In the context of the project CAPACITES, and the CIFRE PhDs of Moustapha Lo and Amaury Graillat, we study the use of the Kalray MPPA manycore processor for critical real-time applications.
Models in Smart Cities
Students and Collaborations
- Laurent Lemke (PhD)
- Didier Donsez (LIG)
- Gilles Privat (Orange Labs)
Topic
Smart cities currently rely on the deployment of dedicated IoT
infrastructures, each from a given stakeholder, and mostly for
monitoring applications. We investigate a solution to transform these
vertical organizations into horizontal ones, to allow several
stakeholders to share the infrastructure, for both monitoring and
control applications. Our proposal uses state- based models inherited
from typical embedded systems models, to represent sensors, actuators
and portions of space like streets, crossings, etc. These models are
automatically translated into REST resources to provide a standard
interface for monitoring and control purposes. We also propose a
distributed infrastructure able to execute applications with various
timing requirements and conflicting needs. We illustrate these ideas
with a proof of concept implementation, a programming model and
guidelines for application programmers.
Components, Contracts, Early Execution, functional and extra-functional properties, quality-of-use
Students, Projects, and Collaborations
- Tayeb Bouhadiba, PhD 2006-2010
- Giovanni Funchal, PhD 2007-2011
- Yuliia Romenska , PhD 2013-2017
- Vincent Morice, PhD 2018-2021
- FoToVP
- ALIDECS / ACI “Sécurité & Informatique” French Programme, 2004-2007
- openTLM
- CATRENE OpenES 2013-2016 –
Open ESL Technologies for Next Generation Embedded Systems
Open modeling and simulation tools for analysing functional and non-functional properties at system level, for systems-on-a-chip.

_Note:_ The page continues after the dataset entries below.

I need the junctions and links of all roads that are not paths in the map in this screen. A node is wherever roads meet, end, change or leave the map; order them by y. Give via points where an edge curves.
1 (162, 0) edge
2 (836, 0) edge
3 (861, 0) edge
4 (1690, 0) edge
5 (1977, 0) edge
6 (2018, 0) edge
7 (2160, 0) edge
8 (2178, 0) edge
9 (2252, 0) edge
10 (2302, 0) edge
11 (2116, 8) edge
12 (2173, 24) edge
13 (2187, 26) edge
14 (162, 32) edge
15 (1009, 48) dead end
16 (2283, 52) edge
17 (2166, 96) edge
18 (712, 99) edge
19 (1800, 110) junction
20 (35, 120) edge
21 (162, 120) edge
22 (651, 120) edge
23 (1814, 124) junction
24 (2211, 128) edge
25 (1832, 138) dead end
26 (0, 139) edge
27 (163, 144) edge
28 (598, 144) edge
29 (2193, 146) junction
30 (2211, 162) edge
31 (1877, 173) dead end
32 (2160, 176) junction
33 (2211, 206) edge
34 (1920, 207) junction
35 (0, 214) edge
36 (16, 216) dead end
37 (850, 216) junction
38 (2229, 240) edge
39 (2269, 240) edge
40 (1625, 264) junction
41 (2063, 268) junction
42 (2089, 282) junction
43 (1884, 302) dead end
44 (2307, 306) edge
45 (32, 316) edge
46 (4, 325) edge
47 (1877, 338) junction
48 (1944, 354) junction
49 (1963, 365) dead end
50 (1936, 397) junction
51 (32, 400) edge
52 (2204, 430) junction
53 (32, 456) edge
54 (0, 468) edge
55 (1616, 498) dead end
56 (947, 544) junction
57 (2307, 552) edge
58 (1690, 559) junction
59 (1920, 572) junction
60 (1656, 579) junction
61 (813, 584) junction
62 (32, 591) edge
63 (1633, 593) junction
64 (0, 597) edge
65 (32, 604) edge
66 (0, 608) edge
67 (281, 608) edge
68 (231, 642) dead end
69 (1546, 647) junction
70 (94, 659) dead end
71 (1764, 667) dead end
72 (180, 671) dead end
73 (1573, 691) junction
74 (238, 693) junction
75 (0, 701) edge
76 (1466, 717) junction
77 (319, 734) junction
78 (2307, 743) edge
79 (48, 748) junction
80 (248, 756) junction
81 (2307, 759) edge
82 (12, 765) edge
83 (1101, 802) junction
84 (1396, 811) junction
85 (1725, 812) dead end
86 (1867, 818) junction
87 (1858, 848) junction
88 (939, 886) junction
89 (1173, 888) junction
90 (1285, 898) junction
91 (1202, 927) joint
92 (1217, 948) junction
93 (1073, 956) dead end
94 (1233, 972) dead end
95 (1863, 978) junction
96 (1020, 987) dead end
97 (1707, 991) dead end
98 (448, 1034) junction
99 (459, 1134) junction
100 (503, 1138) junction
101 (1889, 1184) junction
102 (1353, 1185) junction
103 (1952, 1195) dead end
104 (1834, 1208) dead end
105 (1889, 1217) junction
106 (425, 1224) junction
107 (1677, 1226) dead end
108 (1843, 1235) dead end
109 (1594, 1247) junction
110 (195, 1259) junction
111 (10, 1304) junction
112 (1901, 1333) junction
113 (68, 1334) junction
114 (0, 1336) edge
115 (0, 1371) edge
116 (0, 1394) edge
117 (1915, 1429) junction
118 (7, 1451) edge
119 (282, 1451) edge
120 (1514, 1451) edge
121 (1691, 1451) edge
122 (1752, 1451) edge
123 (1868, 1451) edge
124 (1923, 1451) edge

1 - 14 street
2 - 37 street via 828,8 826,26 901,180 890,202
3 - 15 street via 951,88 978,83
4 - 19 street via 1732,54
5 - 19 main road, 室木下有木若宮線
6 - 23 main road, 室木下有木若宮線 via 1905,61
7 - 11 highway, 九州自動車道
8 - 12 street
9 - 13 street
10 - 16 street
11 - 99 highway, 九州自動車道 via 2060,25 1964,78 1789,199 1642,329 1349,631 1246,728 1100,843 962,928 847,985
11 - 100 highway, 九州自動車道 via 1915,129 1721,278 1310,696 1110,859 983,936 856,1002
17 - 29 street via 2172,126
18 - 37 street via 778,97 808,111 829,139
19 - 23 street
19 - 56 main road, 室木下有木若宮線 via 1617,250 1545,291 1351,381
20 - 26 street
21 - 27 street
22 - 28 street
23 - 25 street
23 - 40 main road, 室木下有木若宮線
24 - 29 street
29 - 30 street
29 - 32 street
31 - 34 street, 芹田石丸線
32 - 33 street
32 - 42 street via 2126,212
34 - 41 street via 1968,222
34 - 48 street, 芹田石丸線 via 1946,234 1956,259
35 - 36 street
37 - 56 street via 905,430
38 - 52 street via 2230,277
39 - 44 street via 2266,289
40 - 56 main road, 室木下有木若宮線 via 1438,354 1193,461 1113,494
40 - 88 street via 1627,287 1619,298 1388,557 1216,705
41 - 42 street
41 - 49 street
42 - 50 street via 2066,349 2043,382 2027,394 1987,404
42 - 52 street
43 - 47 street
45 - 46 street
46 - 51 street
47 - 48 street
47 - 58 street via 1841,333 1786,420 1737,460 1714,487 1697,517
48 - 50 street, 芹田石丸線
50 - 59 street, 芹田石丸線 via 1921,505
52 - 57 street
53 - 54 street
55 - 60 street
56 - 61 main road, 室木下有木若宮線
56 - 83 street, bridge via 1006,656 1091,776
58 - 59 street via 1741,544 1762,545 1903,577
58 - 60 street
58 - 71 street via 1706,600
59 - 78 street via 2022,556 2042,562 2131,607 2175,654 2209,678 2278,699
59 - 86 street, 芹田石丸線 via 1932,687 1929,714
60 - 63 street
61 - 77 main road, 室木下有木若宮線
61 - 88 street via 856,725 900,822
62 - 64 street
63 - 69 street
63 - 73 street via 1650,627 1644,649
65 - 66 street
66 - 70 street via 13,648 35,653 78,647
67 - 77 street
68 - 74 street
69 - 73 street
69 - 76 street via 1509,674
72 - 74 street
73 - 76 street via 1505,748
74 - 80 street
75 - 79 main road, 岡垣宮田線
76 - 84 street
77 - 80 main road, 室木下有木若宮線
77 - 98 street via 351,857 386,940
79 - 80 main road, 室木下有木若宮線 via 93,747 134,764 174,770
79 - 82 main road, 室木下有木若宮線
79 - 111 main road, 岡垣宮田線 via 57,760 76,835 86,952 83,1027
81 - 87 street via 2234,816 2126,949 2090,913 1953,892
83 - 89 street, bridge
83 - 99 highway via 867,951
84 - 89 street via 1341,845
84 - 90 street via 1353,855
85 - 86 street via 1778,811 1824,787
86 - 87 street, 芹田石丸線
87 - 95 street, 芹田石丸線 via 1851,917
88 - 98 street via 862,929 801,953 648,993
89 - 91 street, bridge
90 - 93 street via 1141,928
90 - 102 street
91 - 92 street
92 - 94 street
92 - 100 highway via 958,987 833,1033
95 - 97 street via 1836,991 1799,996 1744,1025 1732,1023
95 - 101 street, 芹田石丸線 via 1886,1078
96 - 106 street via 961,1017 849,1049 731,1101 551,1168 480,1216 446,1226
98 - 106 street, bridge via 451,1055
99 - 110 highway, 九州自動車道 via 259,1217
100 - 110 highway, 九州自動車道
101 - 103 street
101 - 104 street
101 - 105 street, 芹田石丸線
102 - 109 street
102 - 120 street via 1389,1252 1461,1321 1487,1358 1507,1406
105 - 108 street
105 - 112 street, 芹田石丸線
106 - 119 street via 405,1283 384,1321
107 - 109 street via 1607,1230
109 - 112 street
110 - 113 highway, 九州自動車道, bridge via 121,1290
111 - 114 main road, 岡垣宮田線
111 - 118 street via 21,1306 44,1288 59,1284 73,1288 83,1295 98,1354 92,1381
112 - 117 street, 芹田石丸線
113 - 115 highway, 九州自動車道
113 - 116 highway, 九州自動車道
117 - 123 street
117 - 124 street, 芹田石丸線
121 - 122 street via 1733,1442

Project Leader: STMicroelectronics, Grenoble
- CIFRE STMicroeletronics 2018-2021
Topic
In the context of the OpenES project, we designed a very general and high-level notion of a component for hardware/software systems, for which functional properties can be specified in a contract-like formalism. Contrary to a lot of component models at this level of abstraction, our framework is executable. A non-deterministic component can be “executed” if, given inputs, we are able to generate random outputs such that the non-deterministic contract that links inputs and outputs is satisfied. This method relies on constraint solvers. We defined a formalism and execution engine compatible with existing SystemC/TLM components.
We are now starting to work on the idea of a “quality of use” contract for a HW/SW component. In the execution of a system made of several components (some of them given in full details, some of them described by their contracts only), we will define warnings, able to identify situations in which, for instance, a piece of software makes a non-optimal use of a HW component (e.g., if it offers a DMA-like memory transfer, but the SW does not use it).
High Level Models for Functional and Extra-Functional Properties of HW/SW Systems
Students, Projects, and Collaborations
- Y. Romenska (PhD 2017), G. Funchal (PhD 2011), J. Cornet (PhD 2008), C. Helmstetter (PhD 2007), M. Moy (PhD 2005)
- HELP
- OpenTLM
- CATRENE OpenES 2013-2016 –
Open ESL Technologies for Next Generation Embedded Systems
Open modeling and simulation tools for analysing functional and non-functional properties at system level, for systems-on-a-chip.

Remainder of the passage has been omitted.